In determining whether a limitation period runs from the accrual of a cause of action or knowledge of the injury, such that discoverability applies, substance, not form, is to prevail: even where the statute does not explicitly state that the limitation period runs from ‘the accrual of the cause of action’, discoverability will apply if it is evident that the operation of a limitation period is, in substance, conditioned upon accrual of a cause of action or knowledge of an injury.

[36]      The refusal to pay a benefit is clearly tied to the appellant’s cause of action. Absent a refusal to pay the benefit sought, there cannot be a claim made for mediation or an evaluation. Thus, the refusal to pay a benefit and the ability to make a claim are inextricably intertwined in the cause of action. The refusal cannot be stripped out of the cause of action and treated as if it is independent from it.

[37]      This distinguishes the case at bar from the situations in Ryan and Levesque. In both those cases, the courts were considering limitation periods that were wholly independent from the cause of action. The commencement of the limitation period was tied to the date of the deceased’s death. In contrast, the applicable limitation period in this case is tied to the accrual of the cause of action.

My only quibble is with the court’s discussion of the cause of action. What does it mean to be “tied” to a cause of action? A cause of action arises from certain factual elements (for example, the five elements of negligent misrepresentation, or the one element of a breach of contract). It’s imprecise to discuss a fact being “inextricably intertwined in the cause of action”; it’s either an element of the cause of action or it isn’t.

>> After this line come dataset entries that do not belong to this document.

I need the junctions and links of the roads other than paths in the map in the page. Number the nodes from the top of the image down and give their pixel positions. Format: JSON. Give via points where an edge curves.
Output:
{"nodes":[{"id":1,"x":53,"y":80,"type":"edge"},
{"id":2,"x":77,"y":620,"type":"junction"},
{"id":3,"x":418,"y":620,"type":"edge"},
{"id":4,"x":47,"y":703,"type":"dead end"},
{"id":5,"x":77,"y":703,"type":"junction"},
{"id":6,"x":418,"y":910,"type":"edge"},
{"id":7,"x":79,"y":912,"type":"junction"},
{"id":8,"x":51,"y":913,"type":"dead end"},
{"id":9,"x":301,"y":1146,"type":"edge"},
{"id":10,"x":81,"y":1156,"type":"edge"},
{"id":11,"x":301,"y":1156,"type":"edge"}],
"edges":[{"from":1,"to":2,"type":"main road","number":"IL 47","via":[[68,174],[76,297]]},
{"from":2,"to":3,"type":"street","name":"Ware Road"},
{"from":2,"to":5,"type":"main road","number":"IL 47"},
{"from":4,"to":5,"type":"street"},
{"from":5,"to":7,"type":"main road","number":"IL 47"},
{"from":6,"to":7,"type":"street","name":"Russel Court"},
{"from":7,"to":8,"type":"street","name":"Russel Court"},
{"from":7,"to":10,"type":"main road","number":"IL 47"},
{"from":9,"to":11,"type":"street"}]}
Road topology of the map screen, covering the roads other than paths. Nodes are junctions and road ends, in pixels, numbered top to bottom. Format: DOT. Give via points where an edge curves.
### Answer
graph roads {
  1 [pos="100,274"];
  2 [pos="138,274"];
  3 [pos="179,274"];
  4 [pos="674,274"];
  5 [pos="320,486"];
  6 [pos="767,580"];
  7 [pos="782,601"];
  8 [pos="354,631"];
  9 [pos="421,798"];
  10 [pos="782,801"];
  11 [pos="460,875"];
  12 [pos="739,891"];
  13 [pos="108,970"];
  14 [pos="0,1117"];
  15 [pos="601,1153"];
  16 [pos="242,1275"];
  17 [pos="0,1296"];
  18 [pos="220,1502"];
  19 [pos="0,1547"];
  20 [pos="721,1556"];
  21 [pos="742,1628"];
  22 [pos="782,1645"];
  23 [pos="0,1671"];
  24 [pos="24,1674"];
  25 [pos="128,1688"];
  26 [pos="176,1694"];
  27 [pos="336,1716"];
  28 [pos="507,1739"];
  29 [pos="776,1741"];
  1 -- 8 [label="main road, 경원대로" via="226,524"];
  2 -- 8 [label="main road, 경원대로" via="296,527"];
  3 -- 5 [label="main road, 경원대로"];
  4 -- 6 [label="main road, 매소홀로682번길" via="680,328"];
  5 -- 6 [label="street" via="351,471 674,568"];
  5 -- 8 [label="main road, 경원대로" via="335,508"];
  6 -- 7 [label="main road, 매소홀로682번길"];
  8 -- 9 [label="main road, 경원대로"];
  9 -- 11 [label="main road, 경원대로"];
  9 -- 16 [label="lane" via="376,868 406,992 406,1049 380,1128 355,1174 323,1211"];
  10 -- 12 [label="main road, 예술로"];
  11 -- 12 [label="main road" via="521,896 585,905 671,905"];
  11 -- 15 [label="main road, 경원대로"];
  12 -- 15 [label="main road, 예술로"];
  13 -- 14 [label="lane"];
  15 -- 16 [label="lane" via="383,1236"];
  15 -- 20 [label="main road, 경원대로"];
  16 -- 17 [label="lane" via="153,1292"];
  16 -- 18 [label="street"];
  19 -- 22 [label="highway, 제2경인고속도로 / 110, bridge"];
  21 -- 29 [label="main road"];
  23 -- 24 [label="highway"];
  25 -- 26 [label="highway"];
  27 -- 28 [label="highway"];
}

The decisions also has a rare example of an absurdity analysis in the context of limitation provision interpretation:

[46]      Statutes are to be interpreted in a manner that does not lead to absurd results. An interpretation is absurd if it “leads to ridiculous or frivolous consequences, if it is extremely unreasonable or inequitable, if it is illogical or incoherent, or if it is incompatible with other provisions or with the object of the legislative enactment”: Rizzo & Rizzo Shoes Ltd. (Re)1998 CanLII 837 (SCC)[1998] 1 S.C.R. 2736 O.R. (3d) 418, at para. 27.

[47]      Here, the decisions below thrust the appellant into a Kafkaesque regulatory regime. A hard limitation period would bar the appellant from claiming enhanced benefits, before she was even eligible for those benefits. However, if the appellant had not claimed any benefits until she obtained CAT status in 2015, she would not be caught by the limitation period: Machaj v. RBC General Insurance Company2016 ONCA 257, at para. 6. Alternatively, if the appellant had coincidentally obtained CAT status before 2012, the hard limitation period would not bar her claim for enhanced benefits.
[48]      This outcome is absurd. There is no principled reason for barring the appellant’s claim for enhanced benefits in the first scenario but allowing the claim in the second and third scenario. To do so would effectively penalize the appellant for accessing benefits she is statutorily entitled to, or for developing CAT status too late.